I have a dear friend who refers to her stepchildren as her bonus children and I think it is a beautiful way to describe a family with children from a former relationship and so I have adopted this term here.  Many clients form new relationships with bonus children-- that is, a family where one or both spouses have children from a previous relationship. Estate planning for these families can present unique challenges. It’s challenging to combine the interests of a current spouse and any mutual children with the desire to provide for one's children of a previous relationship.

Hopefully, the children of the prior relationship are an integral and loving part of the new family relationship, looked upon and treated by both spouses as if mutual children. However, there may be estate-planning issues about the bonus children and the new spouse, which could raise a number of concerns. For example, usually spouses leave their assets to each other first and then the children after both spouses are deceased.  If all assets are left to the new spouse, the prior children may not be provided for, as the deceased spouse would have wished, since there is no legal obligation to support stepchildren. In addition, the surviving spouse may, at his or her death, leave all the assets to a new partner or his or her own children, to the exclusion of the children of the first spouse to die. On the other hand, if assets are left for the prior children at the death of their parent, there may not be sufficient assets remaining to provide for the current spouse or family.

Even with a harmonious family with bonus children, lack of planning may lead to unforeseen difficulties. In cases where death occurs without a will or trust, statutory intestacy rules may remove from the current marriage up to one half of the deceased spouse's estate and give it to the children from the previous marriage, even if the prior children are all grown and in less need of the assets than the spouse and minor children of the current marriage. If the prior children are minors, an ex-spouse may gain control of the assets. Finally, there just may not be enough assets available to adequately provide for the needs of all the members of the family.

Estate planning is an excellent way to create clarity in the family of bonus-children partners – with the couple agreeing to and spelling out what goes to whom - when.  At a minimum, each spouse should have a Will. Otherwise, assets may eventually (upon the death of the second spouse) be distributed in a manner contrary to what the parties intended (the old third-party interloper scenario comes to mind).

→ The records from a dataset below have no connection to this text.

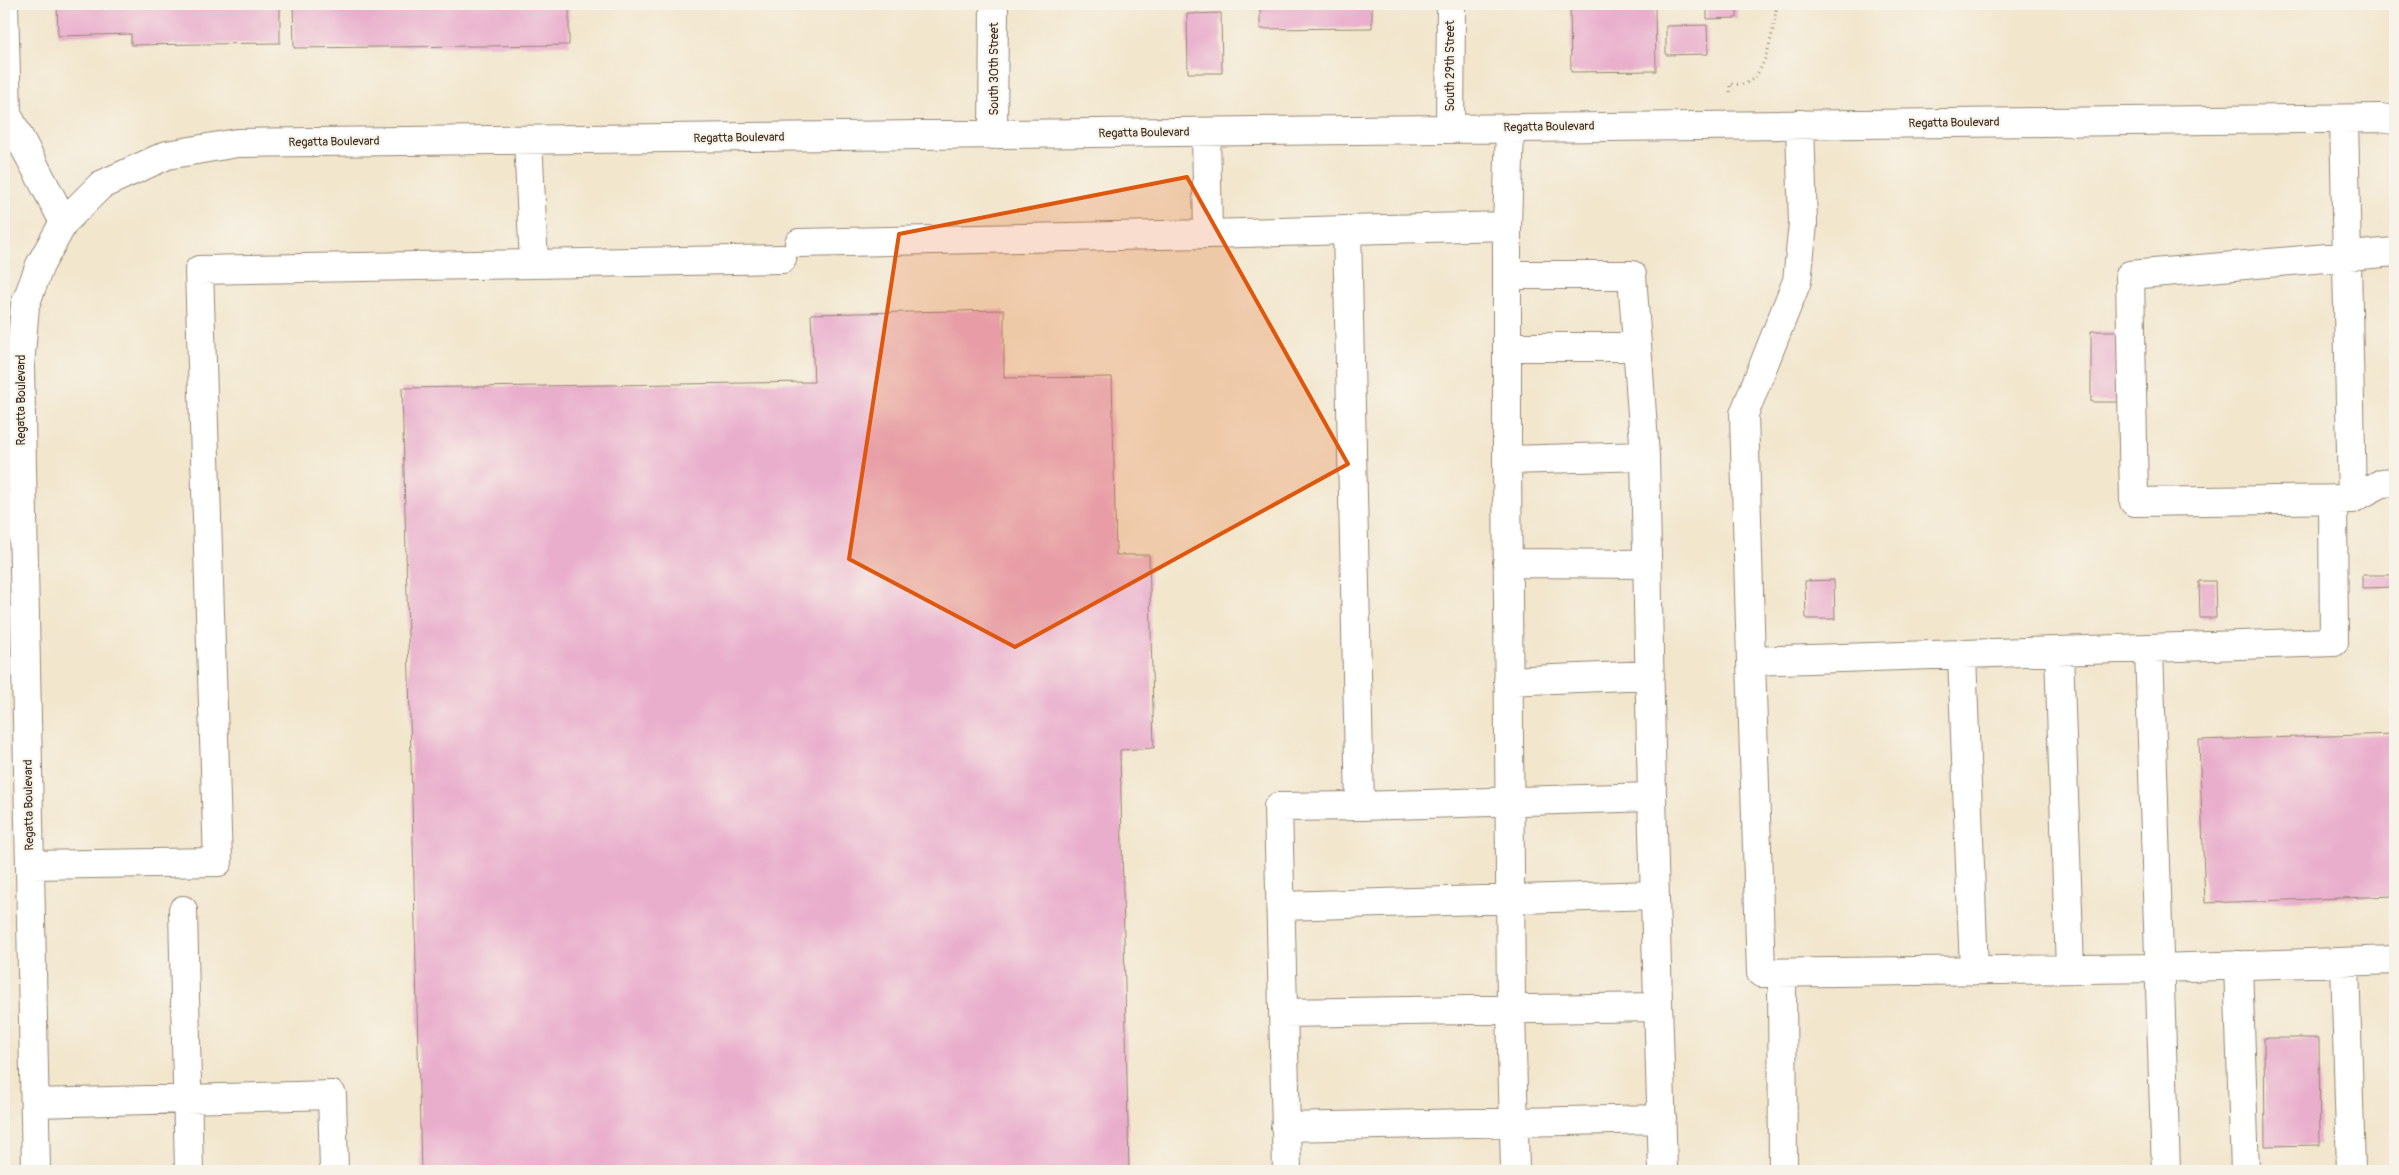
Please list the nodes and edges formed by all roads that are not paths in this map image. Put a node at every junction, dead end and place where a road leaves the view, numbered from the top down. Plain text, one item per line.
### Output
1 (4, 4) edge
2 (994, 4) edge
3 (1450, 4) edge
4 (2344, 119) junction
5 (2395, 120) edge
6 (1800, 124) junction
7 (1450, 128) junction
8 (1510, 128) junction
9 (1206, 132) junction
10 (993, 135) junction
11 (528, 140) junction
12 (64, 222) junction
13 (1507, 226) junction
14 (1347, 230) junction
15 (1208, 234) junction
16 (2395, 252) edge
17 (2347, 257) junction
18 (534, 264) junction
19 (1508, 275) junction
20 (1508, 347) junction
21 (1637, 347) junction
22 (1645, 456) junction
23 (1507, 460) junction
24 (2395, 482) edge
25 (2343, 499) junction
26 (1507, 563) junction
27 (1647, 564) junction
28 (2149, 649) junction
29 (2059, 652) junction
30 (1962, 655) junction
31 (1751, 662) junction
32 (1650, 676) junction
33 (1508, 680) junction
34 (1652, 797) junction
35 (1510, 801) junction
36 (1360, 806) junction
37 (30, 865) junction
38 (1655, 895) junction
39 (1511, 900) junction
40 (1281, 906) junction
41 (183, 910) dead end
42 (2395, 960) edge
43 (2345, 962) junction
44 (2238, 965) junction
45 (2070, 968) junction
46 (2159, 968) junction
47 (1974, 970) junction
48 (1782, 973) junction
49 (1658, 1007) junction
50 (1511, 1010) junction
51 (1283, 1013) junction
52 (188, 1099) junction
53 (35, 1103) junction
54 (1662, 1119) junction
55 (1513, 1121) junction
56 (1285, 1126) junction
57 (36, 1171) edge
58 (189, 1171) edge
59 (334, 1171) edge
60 (1287, 1171) edge
61 (1515, 1171) edge
62 (1663, 1171) edge
63 (1782, 1171) edge
64 (2166, 1171) edge
65 (2245, 1171) edge
66 (2351, 1171) edge

1 - 12 street
2 - 10 street, South 30th Street
3 - 7 street, South 29th Street
4 - 5 street, Regatta Boulevard
4 - 6 street, Regatta Boulevard
4 - 17 street
6 - 8 street, Regatta Boulevard
6 - 31 street
7 - 8 street, Regatta Boulevard
7 - 9 street, Regatta Boulevard
8 - 13 street
9 - 10 street, Regatta Boulevard
9 - 15 street
10 - 11 street, Regatta Boulevard
11 - 12 street, Regatta Boulevard
11 - 18 street
12 - 37 street, Regatta Boulevard
13 - 14 street
13 - 19 street
14 - 15 street
14 - 36 street
15 - 18 street
16 - 17 street
17 - 25 street
17 - 25 street
18 - 37 street
19 - 20 street
19 - 21 street
20 - 21 street
20 - 23 street
21 - 22 street
22 - 23 street
22 - 27 street
23 - 26 street
24 - 25 street
25 - 28 street
26 - 27 street
26 - 33 street
27 - 32 street
28 - 29 street
28 - 46 street
29 - 30 street
29 - 45 street
30 - 31 street
30 - 47 street
31 - 48 street
32 - 33 street
32 - 34 street
33 - 35 street
34 - 35 street
34 - 38 street
35 - 36 street
35 - 39 street
36 - 40 street
37 - 53 street, Regatta Boulevard
38 - 39 street
38 - 49 street
39 - 40 street
39 - 50 street
40 - 51 street
41 - 52 street
42 - 43 street
43 - 44 street
43 - 66 street
44 - 46 street
44 - 65 street
45 - 46 street
45 - 47 street
46 - 64 street
47 - 48 street
48 - 63 street
49 - 50 street
49 - 54 street
50 - 51 street
50 - 55 street
51 - 56 street
52 - 53 street
52 - 58 street
52 - 59 street
53 - 57 street, Regatta Boulevard
54 - 55 street
54 - 62 street
55 - 56 street
55 - 61 street
56 - 60 street

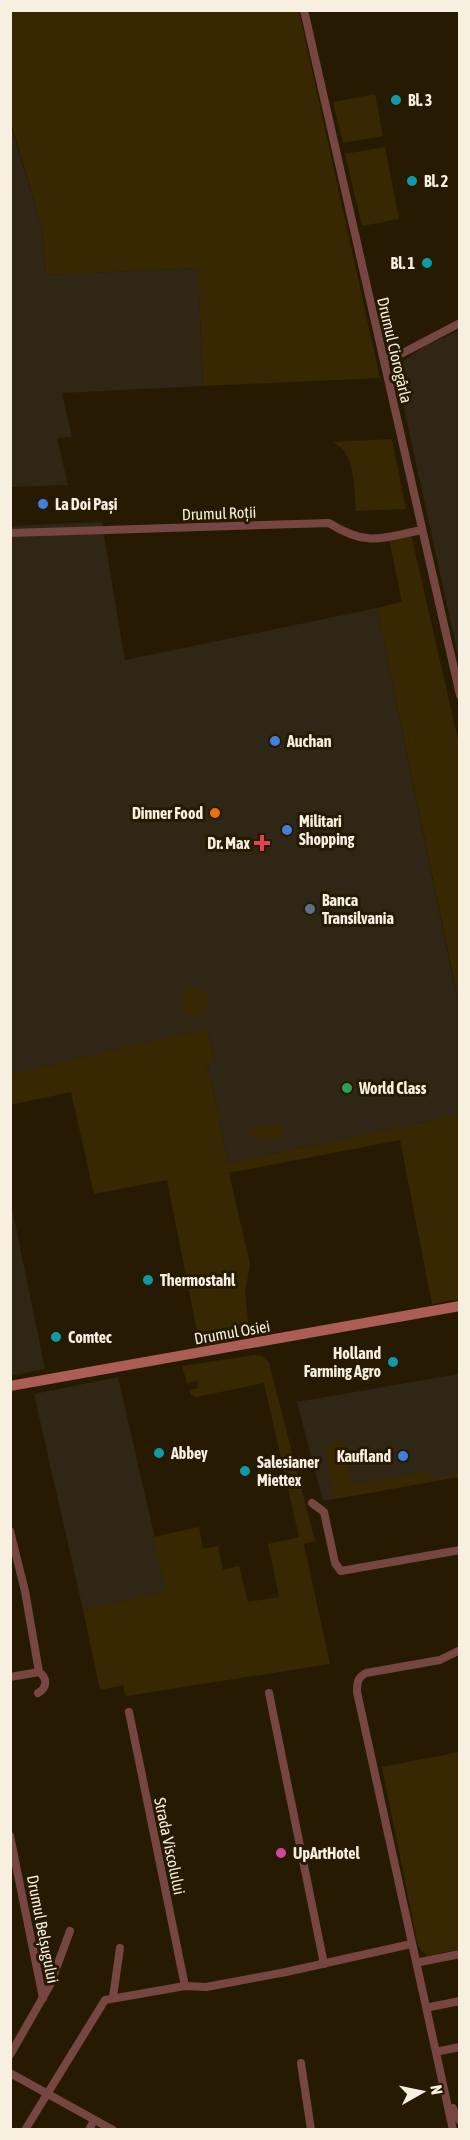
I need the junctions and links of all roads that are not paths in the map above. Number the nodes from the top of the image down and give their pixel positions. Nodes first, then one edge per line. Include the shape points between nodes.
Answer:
1 (304, 10) edge
2 (459, 323) edge
3 (384, 360) junction
4 (422, 530) junction
5 (10, 533) edge
6 (459, 695) edge
7 (459, 1306) edge
8 (10, 1386) edge
9 (312, 1503) dead end
10 (10, 1531) edge
11 (459, 1550) edge
12 (459, 1650) edge
13 (39, 1672) junction
14 (10, 1677) edge
15 (38, 1693) dead end
16 (269, 1693) dead end
17 (129, 1712) dead end
18 (10, 1836) edge
19 (70, 1931) dead end
20 (411, 1944) junction
21 (120, 1948) dead end
22 (459, 1954) edge
23 (420, 1962) junction
24 (324, 1964) junction
25 (185, 1986) junction
26 (113, 1997) junction
27 (43, 1998) junction
28 (459, 2001) edge
29 (430, 2007) junction
30 (459, 2047) edge
31 (440, 2051) junction
32 (10, 2055) edge
33 (301, 2062) dead end
34 (10, 2073) edge
35 (46, 2094) junction
36 (94, 2120) junction
37 (459, 2121) edge
38 (25, 2130) edge
39 (89, 2130) edge
40 (113, 2130) edge
41 (310, 2130) edge
42 (453, 2130) edge

1 - 3 street, Drumul Ciorogârla
2 - 3 street
3 - 4 street, Drumul Ciorogârla
4 - 5 street, Drumul Roții via 376,540 353,537 329,523
4 - 6 street, Drumul Ciorogârla
7 - 8 street, Drumul Osiei
9 - 11 street via 324,1512 335,1563 341,1571
10 - 13 street
12 - 20 street via 440,1660 366,1673 358,1680 357,1692
13 - 14 street
13 - 15 street via 46,1683
16 - 24 street
17 - 25 street, Strada Viscolului
18 - 27 street, Drumul Belșugului
19 - 27 street
20 - 23 street
20 - 24 street
20 - 42 street
21 - 26 street
22 - 23 street
23 - 29 street
24 - 25 street via 206,1987
25 - 26 street
26 - 35 street via 101,2003
27 - 32 street, Drumul Belșugului
28 - 29 street
29 - 31 street
30 - 31 street
31 - 37 street
33 - 41 street
34 - 35 street
35 - 36 street
35 - 38 street
36 - 39 street
36 - 40 street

A more proactive approach is to use a trust to provide for the surviving spouse, and still protect a portion of the assets for the children of a prior marriage. This type of trust is known as a Qualified Terminable Interest Property (QTIP) trust. Property passing to a QTIP trust is eligible for the marital deduction, so the property is not taxed at the death of the deceased spouse, leaving the entire amount available for the surviving spouse’s support. Such a trust can generate income for the benefit of the surviving spouse during his or her lifetime. At the death of the surviving spouse, those assets could then be distributed among the mutual and/or prior children pursuant to the wishes of the previously deceased spouse.

If the children from the previous marriage are young, after the death of the surviving spouse, the assets from the QTIP Trust can be held in a further trust for the children, under the control of an independent trustee, to ensure that the assets do not fall under the control of an ex-spouse.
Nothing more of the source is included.